2013 auf dem Höhepunkt des NSA-Skandals unterschrieb die Bundesregierung in Berlin das FATCA-Abkommen1 mit den USA. In diesem Abkommen geht es um einen „gegenseitigen, automatischen Austausch“ von Bankkontodaten, zur Vermeidung von Steuerhinterziehungen. Nachdem alle Versuche der USA gescheitert waren, entsprechende Verträge direkt mit den europäischen Finanzinstituten abzuschließen, indem man sie mit Strafen sanktioniert, oder gar mit dem Ausschluss vom US-Finanzmarkt bedroht, wählten sie den Weg über die Regierungen.

Das Abkommen verpflichtet deutsche Finanzinstitute die Daten von meldepflichtigen Konten an die US-Steuerbehörde zu übermitteln. Von einem „meldenden US-Finanzinstitut” ist in dem Abkommen auch die Rede, allerdings nur in der Begriffsdefinition. Eine Aufgabe erfüllen diese Institute scheinbar nicht. Von einem „gegenseitigen Austausch“ kann nicht die Rede sein.

Das „Finanzkonten-Informationsaustauschgesetz – FKAustG“2 liegt jetzt dem Bundespräsidenten zur Unterschrift vor. Das FATCA-Abkommen wird durch eine EU-Amtshilferichtlinie ergänzt, die ähnliche Meldungen an andere EU-Nationen vorsieht. In welchem Umfang, und welche Informationen die Bundesrepublik zurückerhält, wird dort nicht erwähnt. Das Gesetz dient schließlich dazu, die Grundlagen für unsere Meldungen zu schaffen.

Nach meinem Eindruck wird die zentrale Rolle der USA bei diesem Gesetz heruntergespielt. Die Vereinigten Staaten verstecken sich hinter dem Begriff „Drittstaaten“ bzw. wie in Artikel 36. „teilnehmender Staat“ geregelt:

b) einen anderen Staat,
aa) mit dem die Bundesrepublik Deutschland ein Abkommen oder eine Vereinbarung geschlossen hat, wonach der andere Staat die in § 8 genannten Informationen übermittelt, […]

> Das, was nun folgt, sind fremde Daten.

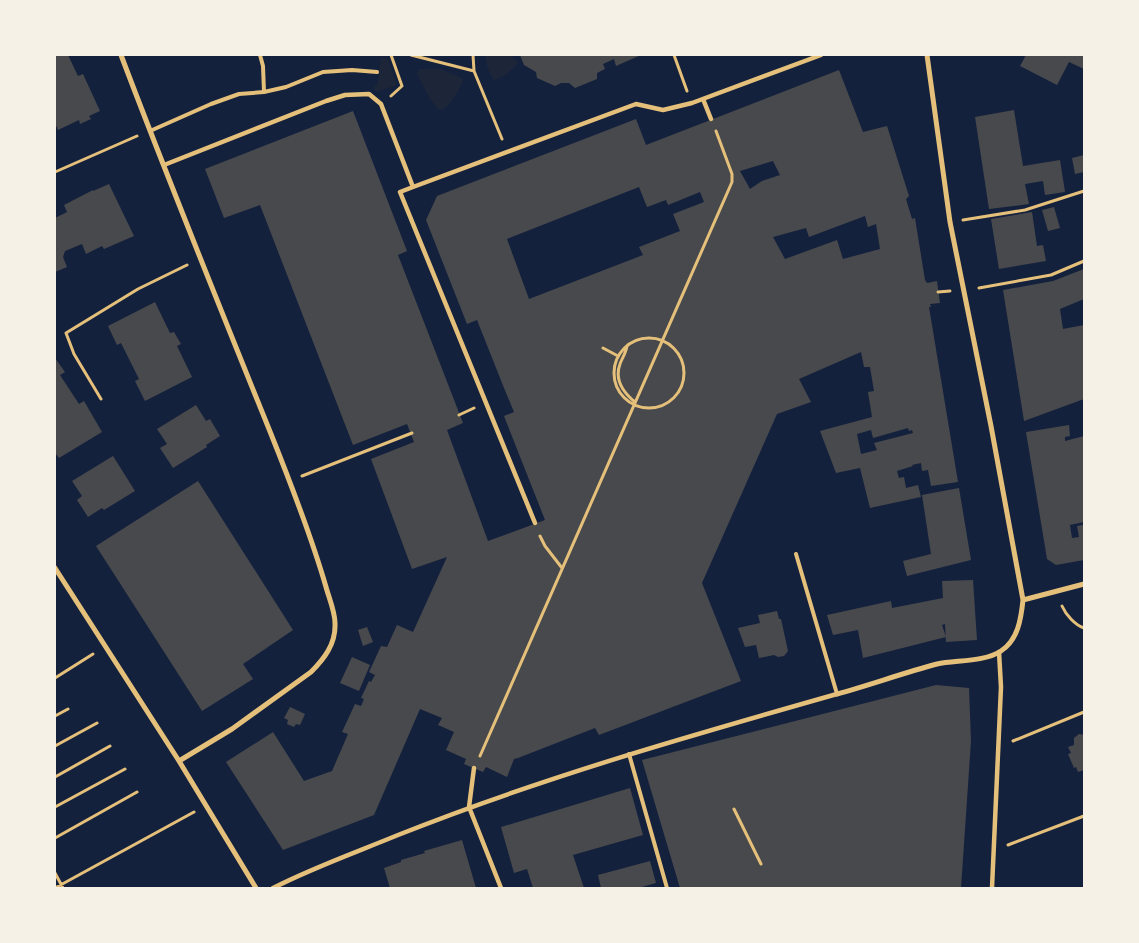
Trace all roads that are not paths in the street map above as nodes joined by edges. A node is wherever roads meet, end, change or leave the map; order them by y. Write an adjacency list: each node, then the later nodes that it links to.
1 (121, 55): 9 (street)
2 (260, 55): 6 (lane)
3 (821, 55): 7 (street)
4 (927, 55): 16 (street)
5 (377, 72): 6 (lane)
6 (264, 92): 9 (lane)
7 (703, 99): 8 (street); 11 (street)
8 (711, 119)
9 (150, 131): 10 (street)
10 (164, 166): 11 (street); 20 (street)
11 (413, 187): 12 (street)
12 (535, 523)
13 (796, 554): 18 (lane)
14 (55, 568): 20 (street)
15 (1084, 584): 16 (street)
16 (1023, 600): 17 (street)
17 (1000, 652): 18 (street); 27 (street)
18 (836, 694): 19 (street)
19 (629, 754): 22 (street); 26 (lane)
20 (179, 761): 23 (street)
21 (474, 768): 22 (street)
22 (469, 807): 24 (street); 25 (street)
23 (256, 888)
24 (273, 888)
25 (501, 888)
26 (667, 888)
27 (992, 888)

Ein Jahr nachdem ich mich zuerst mit dem FATCA beschäftigt hatte, ist ein interessanter Artikel in DIE WELT3 erschienen, der auch viele meiner Befürchtungen aus dem Jahr zuvor bestätigt hat. Das FATCA hat zusätzlich zu einer Benachteiligung von US-Staatsbürgern und Green Card Inhabern im Ausland geführt, deren Kontoführung dank der Meldepflicht mit höheren Kosten verbunden ist. Die Drucksache des Bundestags zu dem neuen Gesetz beziffert die Kosten für die Wirtschaft in Deutschland mit 386 Mio. Euro, plus Bürokratiekosten in Höhe von 30 Mio. Euro jährlich, zu denen nach dem neuen Gesetz weitere 100 Mio. Euro jährlich erwartet werden. Man sollte eigentlich denken, dass die Ausweitung einer solchen Meldepflicht von einem Staat auf mehrere die Kosten vervielfacht. Aber gut, nehmen wir mal an, dass die notwendigen Abläufe bereits eingerichtet sind, und sich deswegen kein vielfacher Aufwand durch die Ausweitung ergibt.

Dem Welt-Artikel ist auch zu entnehmen, dass die USA uns tatsächlich keine brauchbaren Daten liefern. Deren Steuerbehörde befasst sich nicht damit und – wie einleitend gesagt – meldende US-Finanzinstitute brauchen nichts zu melden.

Wie so oft in den letzten Jahren bleibt Betroffenen leider nur die Möglichkeit, gegen ihre gesetzliche Benachteiligung juristisch vorzugehen. Die Bundesregierung lässt sich jedenfalls auch mitten im NSA-Skandal nicht zwei Mal fragen, wenn es darum geht, Daten von einseitigem Interesse an die USA zu übertragen.